The idea is that Homer was of a
higher cultural status than the Doric oafs he sang to, and that the pigs he
sang to never got the joke.
More realistically, we are dealing
with old stories that got sent through the mytho-literary Cusinart. It's
like the Arthurian cycle, where a nugget of historical truth (Arthur as an
immediately post-Roman dux bellorum) is combined with Celtic
mythology (Merlin, Uther Pendragon, Morgana-le-Fey, etc), and then later,
combined with the Grail Trail (where Valais in Switzerland gets displaced to
Wales, in Britain).
The same thing has happened more
recently with American Christmas. The Clement Moore poem, the Coca-Cola Santa
Claus, and the Gene Autry song about Rudolph, together with Frosty the Snowman
et al, all joins with ornate baby Jesus scenes in Japan.
I'm saying the Iliad is
conflate. We are told there were two Trojan Wars. Trojan War I was the one about
Hesione (the face that launched six ships), and how Herakles rescued her a la
Andromeda-at-Jaffa. TWII was about Helen -- with two assemblies at Aulis. And
ca. 1800 -- well before any Trojan date, the Mediterraneans were into mosiacs
that displayed seamen sacking the city from the sea.

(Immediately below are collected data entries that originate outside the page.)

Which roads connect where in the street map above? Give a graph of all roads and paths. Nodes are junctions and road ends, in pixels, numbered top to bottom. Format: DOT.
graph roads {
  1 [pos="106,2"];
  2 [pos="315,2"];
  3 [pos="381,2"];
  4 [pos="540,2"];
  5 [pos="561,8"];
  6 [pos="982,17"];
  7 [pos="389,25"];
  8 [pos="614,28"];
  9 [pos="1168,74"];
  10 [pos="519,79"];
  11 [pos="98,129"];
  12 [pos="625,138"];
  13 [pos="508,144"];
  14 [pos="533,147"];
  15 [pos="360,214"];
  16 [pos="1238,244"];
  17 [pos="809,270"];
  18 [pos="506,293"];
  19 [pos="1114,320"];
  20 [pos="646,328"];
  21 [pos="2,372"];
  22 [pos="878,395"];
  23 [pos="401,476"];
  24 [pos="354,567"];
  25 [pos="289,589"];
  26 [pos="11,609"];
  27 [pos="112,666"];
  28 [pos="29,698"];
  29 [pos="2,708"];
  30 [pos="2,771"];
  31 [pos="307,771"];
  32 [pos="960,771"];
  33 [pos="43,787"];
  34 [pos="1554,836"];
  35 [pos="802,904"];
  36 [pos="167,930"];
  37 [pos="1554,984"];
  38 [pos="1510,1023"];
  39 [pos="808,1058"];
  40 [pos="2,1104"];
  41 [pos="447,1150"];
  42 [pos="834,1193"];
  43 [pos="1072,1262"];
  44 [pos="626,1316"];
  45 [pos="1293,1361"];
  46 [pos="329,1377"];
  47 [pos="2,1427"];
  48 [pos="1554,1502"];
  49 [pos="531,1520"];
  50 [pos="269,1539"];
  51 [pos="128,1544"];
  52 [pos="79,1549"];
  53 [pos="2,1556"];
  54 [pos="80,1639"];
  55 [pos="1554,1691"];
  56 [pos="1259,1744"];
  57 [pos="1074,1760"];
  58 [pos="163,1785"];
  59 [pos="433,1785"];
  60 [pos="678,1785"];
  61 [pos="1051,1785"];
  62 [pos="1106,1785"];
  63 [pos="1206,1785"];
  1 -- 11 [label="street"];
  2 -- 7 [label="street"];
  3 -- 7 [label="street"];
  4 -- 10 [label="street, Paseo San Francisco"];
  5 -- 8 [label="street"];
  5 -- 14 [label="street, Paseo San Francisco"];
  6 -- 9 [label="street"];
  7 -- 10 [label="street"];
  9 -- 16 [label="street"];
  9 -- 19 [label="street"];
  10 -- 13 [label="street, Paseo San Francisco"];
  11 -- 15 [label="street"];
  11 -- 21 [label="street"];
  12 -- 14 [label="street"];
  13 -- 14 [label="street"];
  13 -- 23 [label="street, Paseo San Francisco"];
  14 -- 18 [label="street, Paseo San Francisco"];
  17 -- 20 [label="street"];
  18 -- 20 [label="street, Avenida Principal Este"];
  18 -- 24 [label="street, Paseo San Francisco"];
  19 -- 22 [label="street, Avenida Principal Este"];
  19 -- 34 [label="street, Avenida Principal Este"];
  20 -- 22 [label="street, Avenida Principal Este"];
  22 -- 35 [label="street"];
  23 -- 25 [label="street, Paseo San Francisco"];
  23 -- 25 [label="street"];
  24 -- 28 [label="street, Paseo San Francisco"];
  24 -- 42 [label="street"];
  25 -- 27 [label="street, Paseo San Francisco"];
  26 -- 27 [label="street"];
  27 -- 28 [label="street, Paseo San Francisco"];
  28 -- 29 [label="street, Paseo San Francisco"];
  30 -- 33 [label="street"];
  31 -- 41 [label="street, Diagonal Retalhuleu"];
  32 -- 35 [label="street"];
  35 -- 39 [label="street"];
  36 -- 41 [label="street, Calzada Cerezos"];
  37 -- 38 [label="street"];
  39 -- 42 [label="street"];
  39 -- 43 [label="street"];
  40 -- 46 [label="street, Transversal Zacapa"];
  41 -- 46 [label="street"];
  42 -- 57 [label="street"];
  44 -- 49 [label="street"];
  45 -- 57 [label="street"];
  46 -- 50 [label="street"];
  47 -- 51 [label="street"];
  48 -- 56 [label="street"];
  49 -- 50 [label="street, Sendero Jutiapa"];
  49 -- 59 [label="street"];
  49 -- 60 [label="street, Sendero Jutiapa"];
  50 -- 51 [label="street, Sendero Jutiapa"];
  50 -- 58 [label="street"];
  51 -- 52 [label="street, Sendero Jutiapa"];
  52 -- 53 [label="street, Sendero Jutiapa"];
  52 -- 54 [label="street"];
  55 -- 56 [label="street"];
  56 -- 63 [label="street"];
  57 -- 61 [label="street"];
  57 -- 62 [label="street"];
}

Homer was like Shakespeare. Both
are beyond any historical recovery. They were --so good-- that they probably
really do play jokes on us.
Mark.
----- Original Message -----
Sent: Saturday, October 14, 2000 3:36
PM
Subject: Re: [tied] Ilios
----- Original Message -----
Sent: Saturday, October 14, 2000 8:29 PM
Subject: RE: [tied] Ilios
Here's something more about the identification
of Wilusa as Troy. The Luwian poem I referred to (which C. Watkins calls,
tongue in cheek, "The Wilusiad") is mentioned there. On the linguistic side,
Wilusa = *wi:l-us-a-, where -us- is the same placename-forming suffix that we
find in Hattusa-. The corresponding Greek suffix is *-jo-, hence the Greek
calque Wi:l-ijo-s > Ilios /i:lios/. I'm not sure what the "wi:l-" part is
-- most likely an ethnic name. Hypothetical Hittite *Wi:lumna-, Luwian
*Wi:luwanni- (?) would correspond to Greek Ilios 'Ilian = Trojan'. Has anyone
heard of such ethnonyms on the Aegean coast of Asia Minor?